Top of Data in this exercise
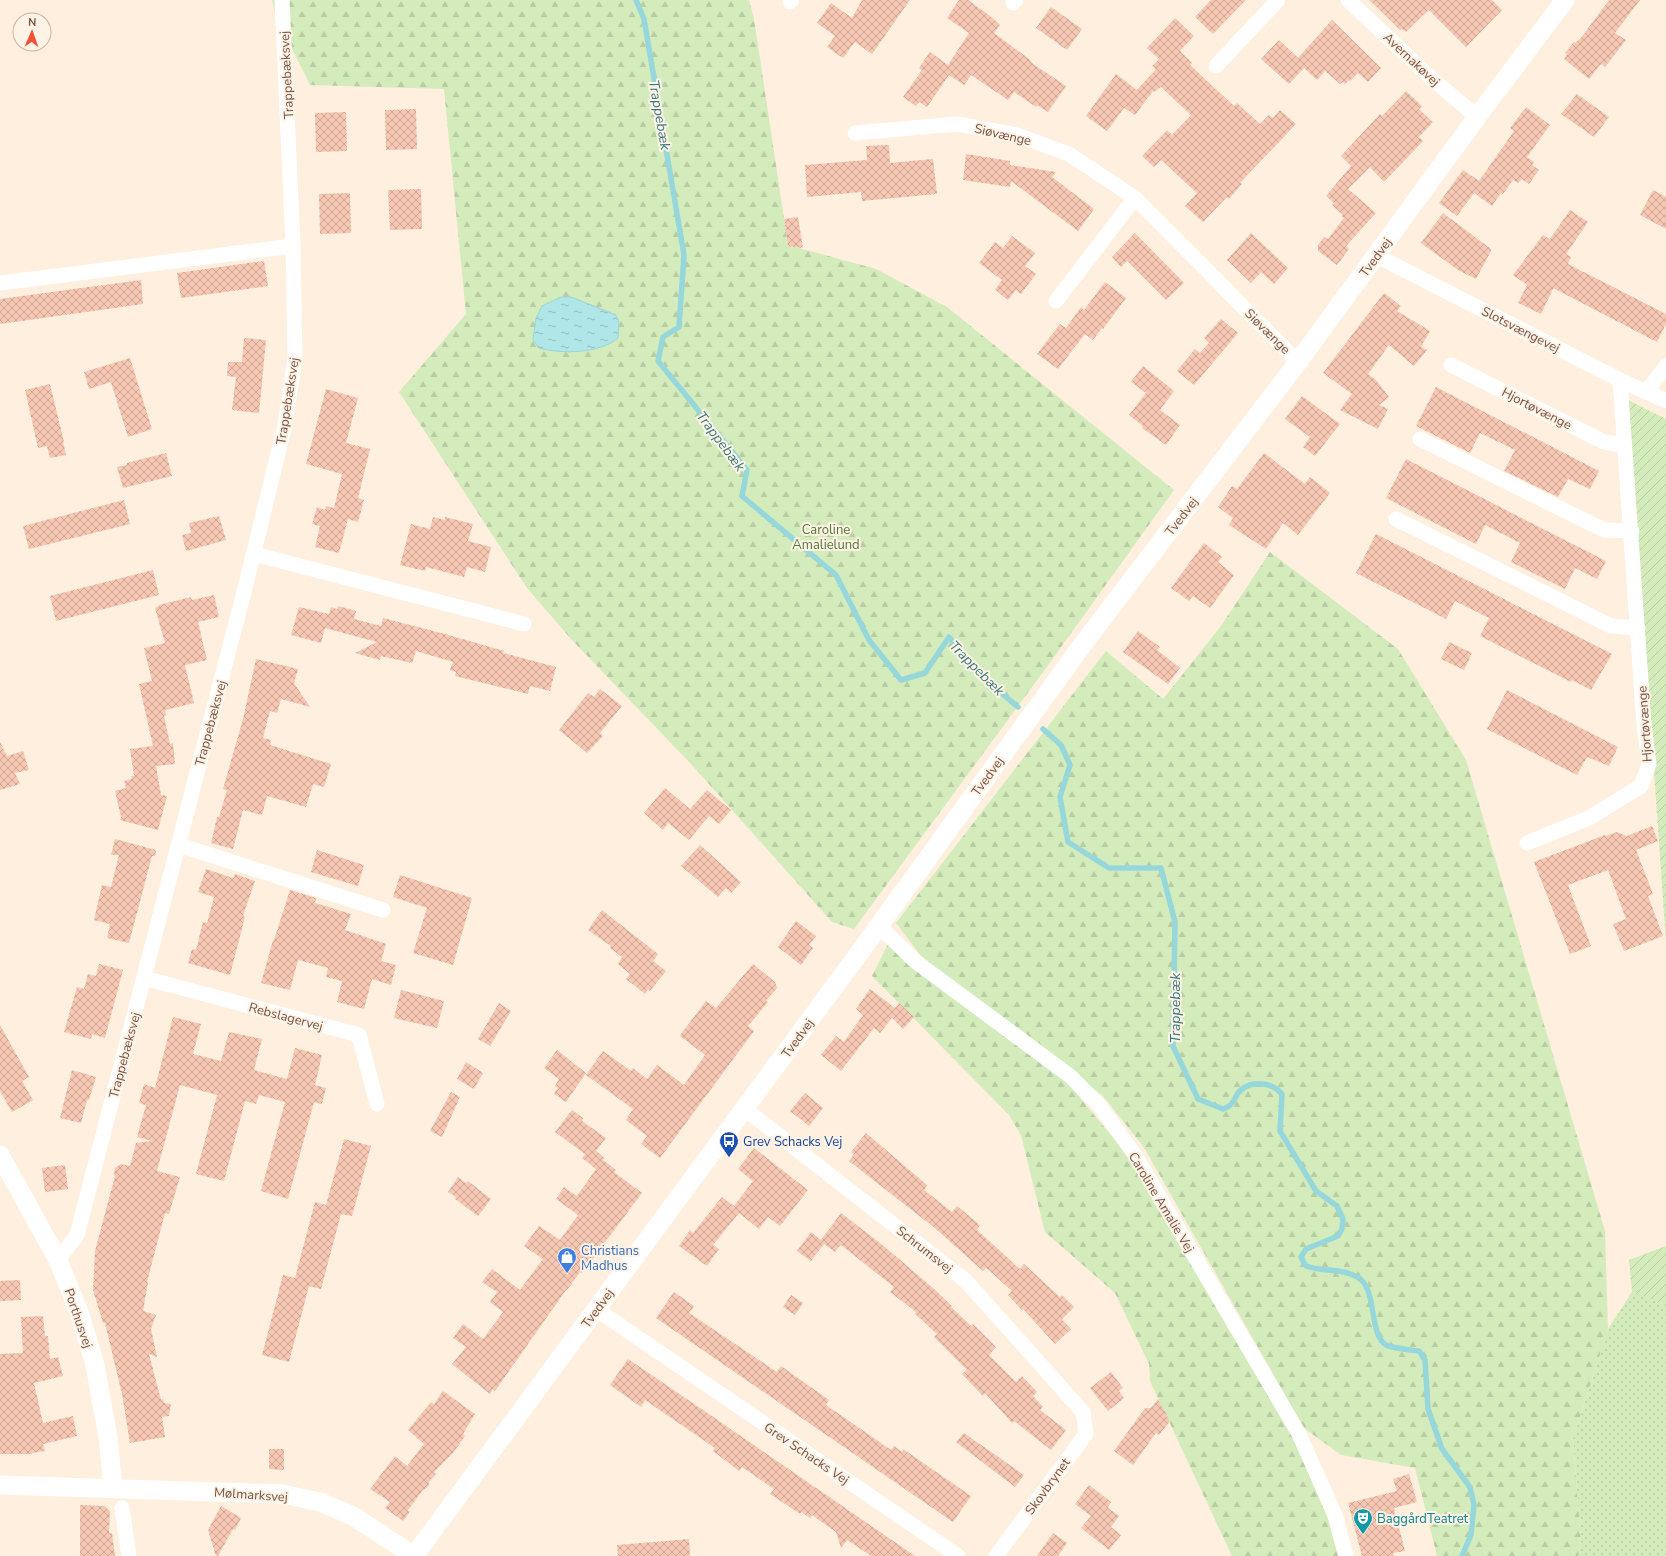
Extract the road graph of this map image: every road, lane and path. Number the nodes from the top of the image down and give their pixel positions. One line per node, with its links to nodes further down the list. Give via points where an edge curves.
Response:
1 (282, 0): 9 (street, Trappebæksvej)
2 (1278, 0): 5 (street)
3 (1348, 0): 6 (street, Avernakøvej)
4 (1565, 0): 6 (street, Tvedvej)
5 (1216, 66)
6 (1476, 117): 10 (street, Tvedvej)
7 (856, 133): 8 (street, Siøvænge, via 957,124 1017,135 1069,154)
8 (1135, 198): 12 (street); 13 (street, Siøvænge)
9 (293, 246): 11 (street); 23 (street, Trappebæksvej, via 295,358 285,425)
10 (1377, 256): 13 (street, Tvedvej); 16 (street, Slotsvængevej)
11 (0, 283)
12 (1056, 300)
13 (1298, 362): 29 (street, Tvedvej, via 1083,644)
14 (1451, 365): 20 (street, Hjortøvænge, via 1604,442)
15 (1666, 366): 17 (street)
16 (1620, 380): 17 (street, Slotsvængevej); 20 (street, Hjortøvænge)
17 (1647, 391): 18 (street, Slotsvængevej)
18 (1666, 401)
19 (1420, 439): 22 (street, via 1604,530)
20 (1624, 445): 22 (street, Hjortøvænge)
21 (1396, 519): 25 (street, via 1611,626)
22 (1632, 532): 25 (street, Hjortøvænge)
23 (254, 554): 24 (street); 27 (street, Trappebæksvej)
24 (524, 624)
25 (1638, 628): 26 (street, Hjortøvænge, via 1649,764 1641,786 1589,818)
26 (1527, 843)
27 (179, 845): 28 (street); 30 (street, Trappebæksvej)
28 (383, 910)
29 (879, 926): 32 (street, Tvedvej); 44 (street, Caroline Amalie Vej, via 915,961 1070,1076 1100,1106 1135,1155 1299,1434 1335,1515)
30 (144, 978): 31 (street, Rebslagervej, via 359,1035); 34 (street, Trappebæksvej, via 77,1235)
31 (377, 1104)
32 (745, 1108): 35 (street, Tvedvej); 36 (street, Schrumsvej, via 966,1281)
33 (0, 1155): 34 (street, Porthusvej)
34 (58, 1260): 38 (street, Porthusvej, via 79,1312 95,1365)
35 (596, 1309): 41 (street, Tvedvej); 42 (street, Grev Schacks Vej)
36 (1083, 1412): 43 (street, Skovbrynet, via 1086,1434)
37 (0, 1485): 38 (street, Mølmarksvej)
38 (117, 1488): 41 (street, Mølmarksvej, via 282,1494 320,1502 353,1516)
39 (122, 1508): 40 (street)
40 (129, 1556)
41 (414, 1556)
42 (958, 1556)
43 (996, 1556)
44 (1346, 1556)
Bottom of Data in this exercise
What you will do — The answer must be every line of the data that holds the word "Slotsvængevej".

Answer box —
10 (1377, 256): 13 (street, Tvedvej); 16 (street, Slotsvængevej)
16 (1620, 380): 17 (street, Slotsvængevej); 20 (street, Hjortøvænge)
17 (1647, 391): 18 (street, Slotsvængevej)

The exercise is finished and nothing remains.